# D-link wireless usb adapter



## decypher9 (Feb 9, 2005)

Ok apparently the d-link DWL- G122 doesen't come with mac os x drivers...
but i heard that using the drivers from Ralink Technology 2500 series will allow the d-link to operate in osx... i have downloaded all the mac drivers ralink has for that series and my mac still does not recognize that the USB dongle is even attached to the computer....

Any help here?


----------



## Alex (Feb 9, 2005)

Go to the Apple menu > About this Mac > More Info...

Click the Hardware menu, find USB, see if the adapter is even reconized.

If it is, Go to the Network settings and see if your adapter showed up there, then you can configure it... 

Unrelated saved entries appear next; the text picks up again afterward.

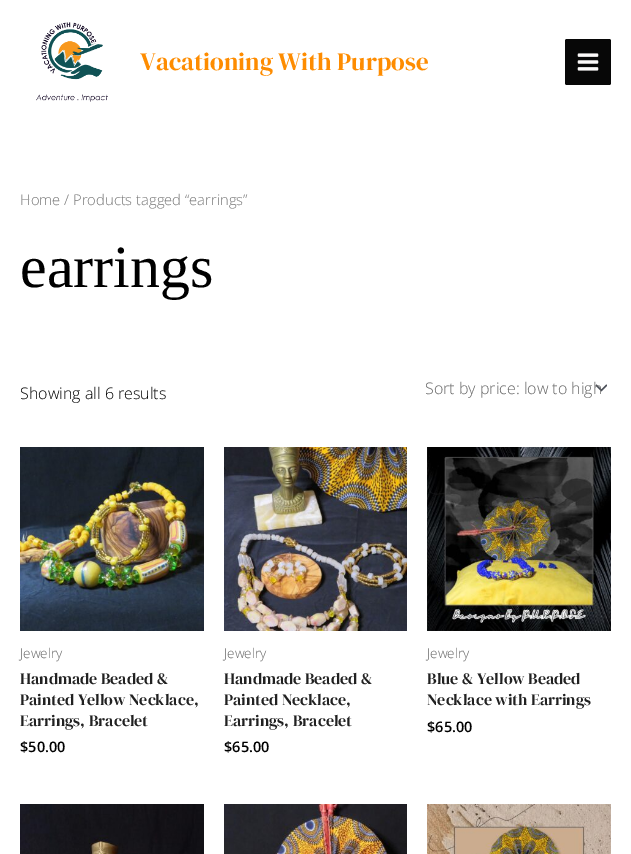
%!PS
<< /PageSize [631 854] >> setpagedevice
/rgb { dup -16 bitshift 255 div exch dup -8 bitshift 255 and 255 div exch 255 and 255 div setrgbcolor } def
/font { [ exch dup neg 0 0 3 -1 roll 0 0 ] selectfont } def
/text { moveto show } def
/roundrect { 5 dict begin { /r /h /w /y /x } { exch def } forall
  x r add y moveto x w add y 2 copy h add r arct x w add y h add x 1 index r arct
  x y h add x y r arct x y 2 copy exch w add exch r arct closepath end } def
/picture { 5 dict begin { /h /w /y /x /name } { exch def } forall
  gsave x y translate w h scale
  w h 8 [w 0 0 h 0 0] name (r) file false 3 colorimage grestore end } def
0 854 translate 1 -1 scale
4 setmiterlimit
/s1 { /DMSerifDisplay-Regular 25 font 16#FE8C00 rgb } def
/s2 { /OpenSans-Light 14.75 font 16#777777 rgb } def
/s3 { /LiberationSerif-Regular 60 font 16#000000 rgb } def
/s4 { /OpenSans-Light 16 font 16#000000 rgb } def
/s5 { /OpenSans-Light 16 font 16#666666 rgb } def
/s6 { /OpenSans-Light 13.5 font 16#666666 rgb } def
/s7 { /DMSerifDisplay-Regular 16 font 16#212121 rgb } def
/s8 { /OpenSans-SemiBold 14.5 font 16#000000 rgb } def
16#FFFFFF rgb
0 0 631 854 rectfill
(pic1.raw) 36 22 72 80 picture
s1
(Vacationing With Purpose) 140 70 text
16#070707 rgb
565 39 46 46 2 roundrect fill
(pic2.raw) 577 53 22 18 picture
s2
(Home / Products tagged “earrings”) 20 205 text
s3
(earrings) 20 287 text
s4
(Showing all 6 results) 20 399 text
(pic3.raw) 595 384 12 8 picture
s5
(Sort by price: low to high) 425 394 text
(pic4.raw) 20 447 184 184 picture
s6
(Jewelry) 20 658 text
s7
(Handmade Beaded &) 20 684 text
(Painted Yellow Necklace,) 20 705 text
(Earrings, Bracelet) 20 726 text
s8
($50.00) 20 752 text
(pic5.raw) 224 447 183 184 picture
s6
(Jewelry) 224 658 text
s7
(Handmade Beaded &) 224 684 text
(Painted Necklace,) 224 705 text
(Earrings, Bracelet) 224 726 text
s8
($65.00) 224 752 text
(pic6.raw) 427 447 184 184 picture
s6
(Jewelry) 427 658 text
s7
(Blue & Yellow Beaded) 427 684 text
(Necklace with Earrings) 427 705 text
s8
($65.00) 427 732 text
(pic7.raw) 20 804 184 50 picture
(pic8.raw) 224 804 183 50 picture
(pic9.raw) 427 804 184 50 picture
showpage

Granted this is something you probually already have done, but will give us a better idea what you mean by its not even reconized. 

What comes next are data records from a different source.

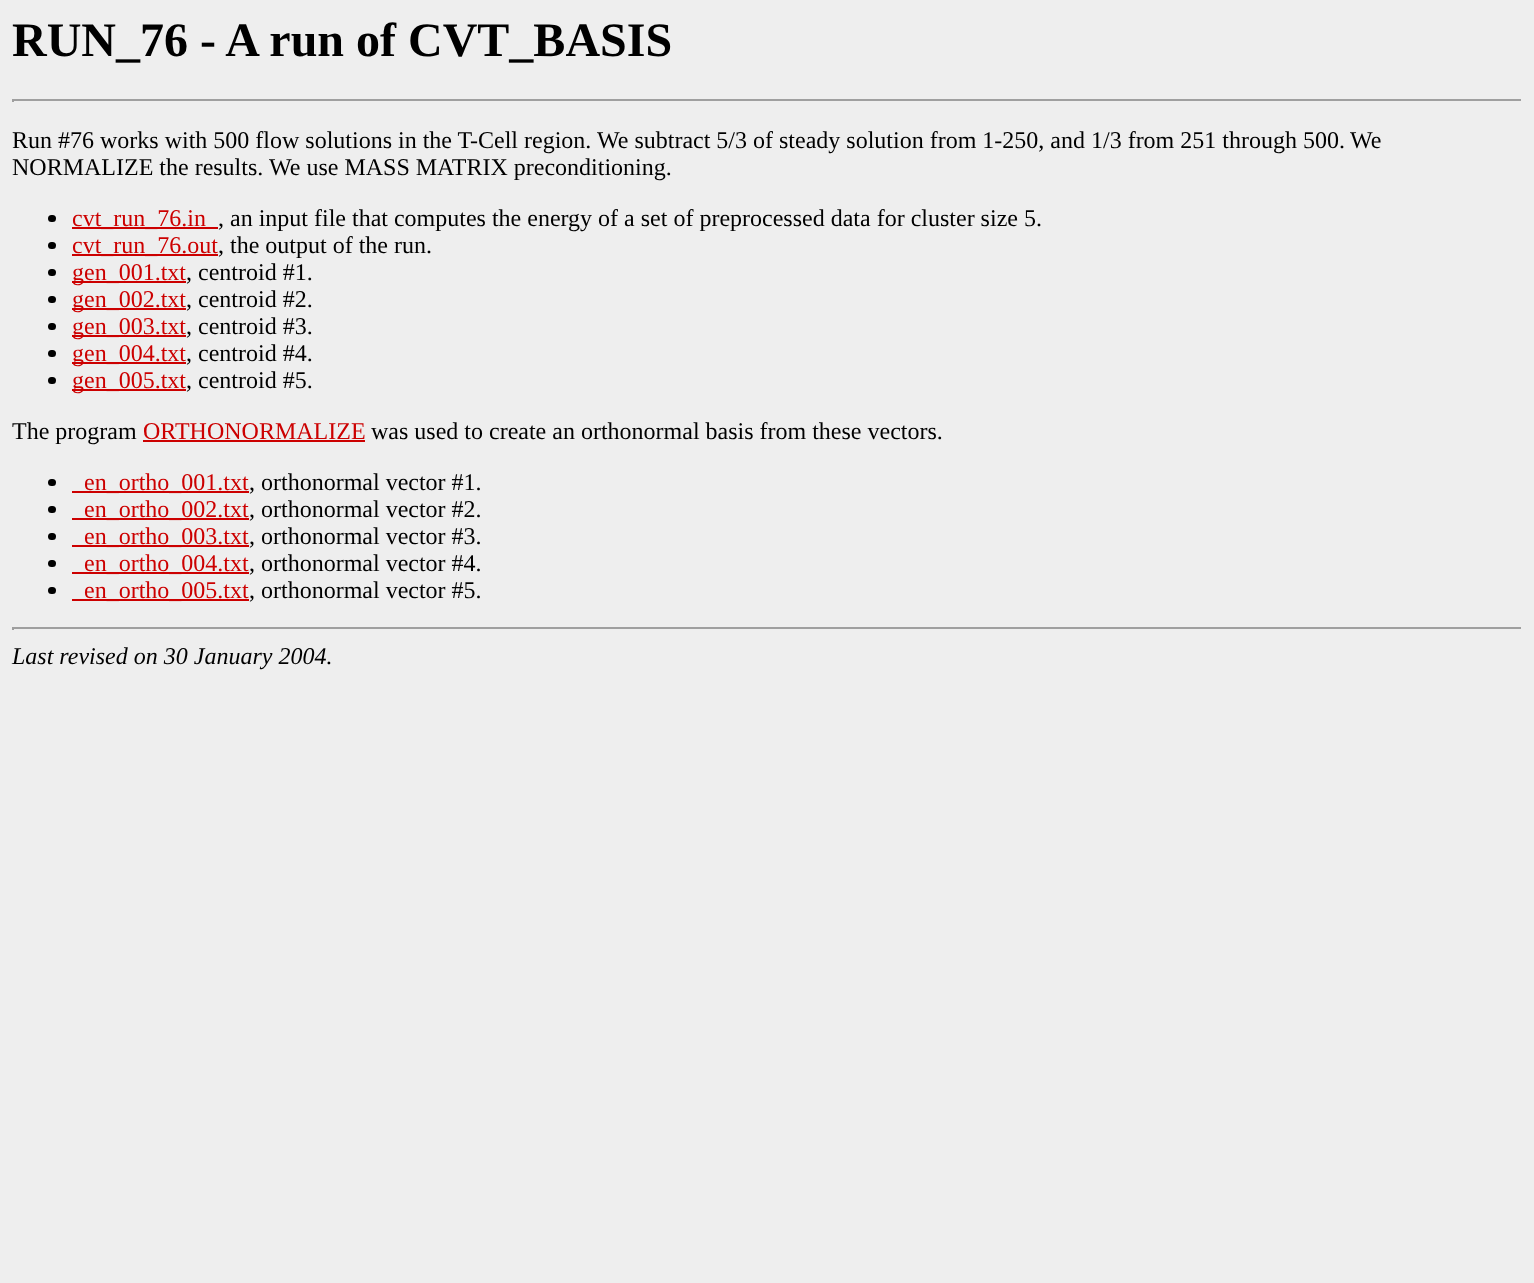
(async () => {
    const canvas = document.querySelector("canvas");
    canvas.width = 1534;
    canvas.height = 1283;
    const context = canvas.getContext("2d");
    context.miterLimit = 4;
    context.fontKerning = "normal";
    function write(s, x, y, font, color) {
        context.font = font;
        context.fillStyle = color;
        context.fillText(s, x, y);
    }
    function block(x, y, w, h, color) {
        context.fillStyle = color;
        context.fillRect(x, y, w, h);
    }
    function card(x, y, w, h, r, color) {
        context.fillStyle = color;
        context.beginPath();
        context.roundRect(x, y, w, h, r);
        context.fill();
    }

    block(0, 0, 1534, 1283, "rgb(238, 238, 238)");
    write("RUN_76 - A run of CVT_BASIS", 12, 56, "bold 48px Liberation Serif", "rgb(0, 0, 0)");
    block(12, 99, 1511, 2, "rgb(159, 159, 159)");
    block(1521, 99, 2, 3, "rgb(238, 238, 238)");
    block(12, 99, 2, 3, "rgb(159, 159, 159)");
    write("Run #76 works with 500 flow solutions in the T-Cell region.", 12, 148, "24px Liberation Serif", "rgb(0, 0, 0)");
    write("We subtract 5/3 of steady solution from 1-250, and 1/3 from 251 through 500.", 597, 148, "24px Liberation Serif", "rgb(0, 0, 0)");
    write("We", 1350, 148, "24px Liberation Serif", "rgb(0, 0, 0)");
    write("NORMALIZE the results.", 12, 175, "24px Liberation Serif", "rgb(0, 0, 0)");
    write("We use MASS MATRIX preconditioning.", 269, 175, "24px Liberation Serif", "rgb(0, 0, 0)");
    card(48, 215, 8, 7, 3.5, "rgb(0, 0, 0)");
    block(72, 227, 146, 2, "rgb(204, 0, 0)");
    write("cvt_run_76.in", 72, 226, "24px Liberation Serif", "rgb(204, 0, 0)");
    write(", an input file that computes the energy of a set of preprocessed data for cluster size 5.", 218, 226, "24px Liberation Serif", "rgb(0, 0, 0)");
    card(48, 242, 8, 7, 3.5, "rgb(0, 0, 0)");
    block(72, 254, 146, 2, "rgb(204, 0, 0)");
    write("cvt_run_76.out", 72, 253, "24px Liberation Serif", "rgb(204, 0, 0)");
    write(", the output of the run.", 218, 253, "24px Liberation Serif", "rgb(0, 0, 0)");
    card(48, 269, 8, 7, 3.5, "rgb(0, 0, 0)");
    block(72, 281, 114, 2, "rgb(204, 0, 0)");
    write("gen_001.txt", 72, 280, "24px Liberation Serif", "rgb(204, 0, 0)");
    write(", centroid #1.", 186, 280, "24px Liberation Serif", "rgb(0, 0, 0)");
    card(48, 296, 8, 7, 3.5, "rgb(0, 0, 0)");
    block(72, 308, 114, 2, "rgb(204, 0, 0)");
    write("gen_002.txt", 72, 307, "24px Liberation Serif", "rgb(204, 0, 0)");
    write(", centroid #2.", 186, 307, "24px Liberation Serif", "rgb(0, 0, 0)");
    card(48, 323, 8, 7, 3.5, "rgb(0, 0, 0)");
    block(72, 335, 114, 2, "rgb(204, 0, 0)");
    write("gen_003.txt", 72, 334, "24px Liberation Serif", "rgb(204, 0, 0)");
    write(", centroid #3.", 186, 334, "24px Liberation Serif", "rgb(0, 0, 0)");
    card(48, 350, 8, 7, 3.5, "rgb(0, 0, 0)");
    block(72, 362, 114, 2, "rgb(204, 0, 0)");
    write("gen_004.txt", 72, 361, "24px Liberation Serif", "rgb(204, 0, 0)");
    write(", centroid #4.", 186, 361, "24px Liberation Serif", "rgb(0, 0, 0)");
    card(48, 377, 8, 7, 3.5, "rgb(0, 0, 0)");
    block(72, 389, 114, 2, "rgb(204, 0, 0)");
    write("gen_005.txt", 72, 388, "24px Liberation Serif", "rgb(204, 0, 0)");
    write(", centroid #5.", 186, 388, "24px Liberation Serif", "rgb(0, 0, 0)");
    write("The program", 12, 439, "24px Liberation Serif", "rgb(0, 0, 0)");
    write("ORTHONORMALIZE", 143, 439, "24px Liberation Serif", "rgb(204, 0, 0)");
    block(143, 440, 222, 2, "rgb(204, 0, 0)");
    write("was used to create an orthonormal basis from these vectors.", 371, 439, "24px Liberation Serif", "rgb(0, 0, 0)");
    card(48, 479, 8, 7, 3.5, "rgb(0, 0, 0)");
    block(72, 491, 177, 2, "rgb(204, 0, 0)");
    write("en_ortho_001.txt", 84, 490, "24px Liberation Serif", "rgb(204, 0, 0)");
    write(", orthonormal vector #1.", 249, 490, "24px Liberation Serif", "rgb(0, 0, 0)");
    card(48, 506, 8, 7, 3.5, "rgb(0, 0, 0)");
    block(72, 518, 177, 2, "rgb(204, 0, 0)");
    write("en_ortho_002.txt", 84, 517, "24px Liberation Serif", "rgb(204, 0, 0)");
    write(", orthonormal vector #2.", 249, 517, "24px Liberation Serif", "rgb(0, 0, 0)");
    card(48, 533, 8, 7, 3.5, "rgb(0, 0, 0)");
    block(72, 545, 177, 2, "rgb(204, 0, 0)");
    write("en_ortho_003.txt", 84, 544, "24px Liberation Serif", "rgb(204, 0, 0)");
    write(", orthonormal vector #3.", 249, 544, "24px Liberation Serif", "rgb(0, 0, 0)");
    card(48, 560, 8, 7, 3.5, "rgb(0, 0, 0)");
    block(72, 572, 177, 2, "rgb(204, 0, 0)");
    write("en_ortho_004.txt", 84, 571, "24px Liberation Serif", "rgb(204, 0, 0)");
    write(", orthonormal vector #4.", 249, 571, "24px Liberation Serif", "rgb(0, 0, 0)");
    card(48, 587, 8, 7, 3.5, "rgb(0, 0, 0)");
    block(72, 599, 177, 2, "rgb(204, 0, 0)");
    write("en_ortho_005.txt", 84, 598, "24px Liberation Serif", "rgb(204, 0, 0)");
    write(", orthonormal vector #5.", 249, 598, "24px Liberation Serif", "rgb(0, 0, 0)");
    block(12, 627, 1511, 2, "rgb(159, 159, 159)");
    block(1521, 627, 2, 3, "rgb(238, 238, 238)");
    block(12, 627, 2, 3, "rgb(159, 159, 159)");
    write("Last revised on 30 January 2004.", 12, 664, "italic 24px Liberation Serif", "rgb(0, 0, 0)");
})();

I'll go do some more searching.


----------



## Alex (Feb 9, 2005)

What about trying these drivers?

http://dlink.com/products/support.asp?pid=175


----------



## decypher9 (Feb 9, 2005)

i tried both, not there, not recognized


----------



## decypher9 (Feb 9, 2005)

installed all the drivers , 4 to be exact.. nothing for each


----------



## andychrist (Feb 9, 2005)

DWL 122 Quick Install Guide


----------



## decypher9 (Feb 9, 2005)

yeh ok genius i pretty much didn't need to read that. cuz i've installed the drivers w/o reading the manual
first of all mine is a G122 not a 122, it did not come with PC drivers... so i tried the method of installing the other drivers, didn't work, found the mac os x one.. installed.. restarted, properly plugged,  not recognized on the system....


----------



## Zammy-Sam (Feb 10, 2005)

Sorry, but this is what mostly comes out of "i heard that...". There is only one dlink wifi usb dongle that is supported by panther: DWL-122.
Now, either you give it back to the seller and get the slower DWL-122 or think of another solution to get wireless. Check out this link. Works fine with my DWL G650 and the tibook.


----------



## decypher9 (Feb 10, 2005)

Alright thanks, i guess i'll just go with the airport express. Although with my PC i have troubles keeping a constant connection as all the audio gear i have interferes with my pc card wireless and the new dongle i got. Soooo im assuming the airport express woudln't be any better?


----------



## ctmak (Mar 2, 2005)

I am using DWL-122 with my mac mini.  it works but I need to unplug and replug the USB adapter everytime when I restart my machine.


----------



## sole4ever (Mar 10, 2005)

Hi,
I have a mac mini and recently bought the dwl-122. It work for like one day (which was yesterday) and today i turn on the computer and a black screen show up that i have to press the power button for several seconds or restart. I restart several times and connect the 122 with computer off and computer on and always the same black error screen. Any ideas what can i do?  Also in the 122 the power light is on but the link light goes from on to off and remain off. 
I really dont know what to do and it can't be that the device is failing cuz is the second one.... the first one never connect.  Any ideas? Please help!!!


----------



## Zammy-Sam (Mar 11, 2005)

Hi sole4ever and welcome to the forum.
Does your system boot properly when the dwl122 is not plugged? If so, boot up properly and run Disk Utilities Repairing Disk Permissions and maybe reinstall the drivers again. Once this is done and you rebooted your system still without the dwl122, plug it and see what your system does.
Good luck!


----------



## riddle (Feb 19, 2006)

There's an updated rundown on using the D-Link DWL-G122 with Mac at: http://www.macosxhints.com/article.php?story=200602140626039


----------



## daveyt (Feb 22, 2006)

I've got the dwl-122 and to be honest it's crap...

It's so unpredictable, I have to put the dongle in after start-up as it isn't recognised when plugged in and once it is working you can guarantee it'll crash some stage.

Sometimes it just loses signal for no reason, other times it just freezes the machine.

You get what you pay for I suppose.

reasonable short-term wireless solution at best. Waiting to see how the new Intel laptops rate... (boo for the lack of firewire 800 already tho!)


----------